Task prompt:
An exact transcription of each entry below is required, without any pictures.

Study material:
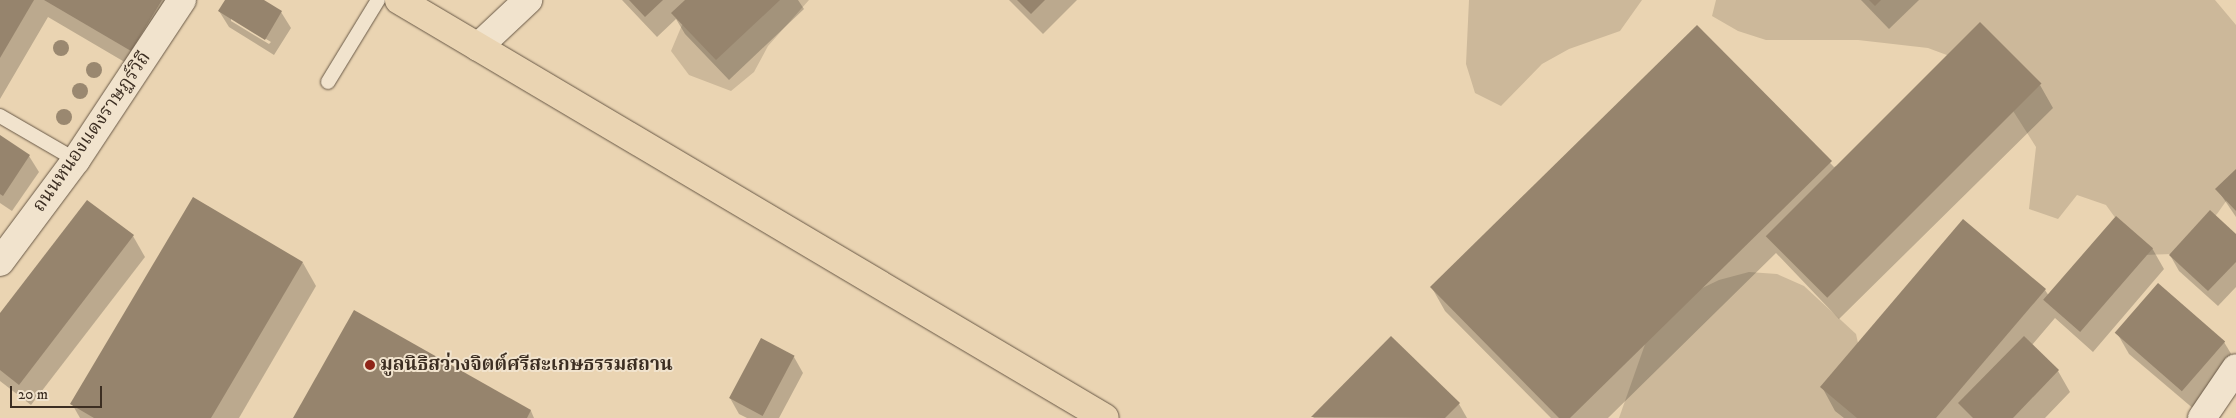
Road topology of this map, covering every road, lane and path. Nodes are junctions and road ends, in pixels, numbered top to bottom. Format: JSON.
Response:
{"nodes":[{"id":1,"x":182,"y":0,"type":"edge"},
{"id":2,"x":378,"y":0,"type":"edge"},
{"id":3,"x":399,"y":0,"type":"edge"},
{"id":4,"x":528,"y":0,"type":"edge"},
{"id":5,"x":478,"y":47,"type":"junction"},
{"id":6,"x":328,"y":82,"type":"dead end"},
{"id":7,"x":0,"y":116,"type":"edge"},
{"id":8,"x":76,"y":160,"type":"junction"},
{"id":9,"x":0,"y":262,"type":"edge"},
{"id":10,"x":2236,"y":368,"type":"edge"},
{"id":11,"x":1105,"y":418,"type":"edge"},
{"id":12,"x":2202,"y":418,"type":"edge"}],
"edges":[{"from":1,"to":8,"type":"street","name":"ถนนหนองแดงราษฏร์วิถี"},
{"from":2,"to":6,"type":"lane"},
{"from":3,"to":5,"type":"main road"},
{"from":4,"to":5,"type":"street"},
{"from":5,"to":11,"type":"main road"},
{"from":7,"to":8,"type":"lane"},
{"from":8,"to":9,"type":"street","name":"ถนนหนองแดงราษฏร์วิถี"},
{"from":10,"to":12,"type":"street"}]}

Reply:
Road topology of this map, covering every road, lane and path. Nodes are junctions and road ends, in pixels, numbered top to bottom. Format: JSON.
Response:
{"nodes":[{"id":1,"x":182,"y":0,"type":"edge"},
{"id":2,"x":378,"y":0,"type":"edge"},
{"id":3,"x":399,"y":0,"type":"edge"},
{"id":4,"x":528,"y":0,"type":"edge"},
{"id":5,"x":478,"y":47,"type":"junction"},
{"id":6,"x":328,"y":82,"type":"dead end"},
{"id":7,"x":0,"y":116,"type":"edge"},
{"id":8,"x":76,"y":160,"type":"junction"},
{"id":9,"x":0,"y":262,"type":"edge"},
{"id":10,"x":2236,"y":368,"type":"edge"},
{"id":11,"x":1105,"y":418,"type":"edge"},
{"id":12,"x":2202,"y":418,"type":"edge"}],
"edges":[{"from":1,"to":8,"type":"street","name":"ถนนหนองแดงราษฏร์วิถี"},
{"from":2,"to":6,"type":"lane"},
{"from":3,"to":5,"type":"main road"},
{"from":4,"to":5,"type":"street"},
{"from":5,"to":11,"type":"main road"},
{"from":7,"to":8,"type":"lane"},
{"from":8,"to":9,"type":"street","name":"ถนนหนองแดงราษฏร์วิถี"},
{"from":10,"to":12,"type":"street"}]}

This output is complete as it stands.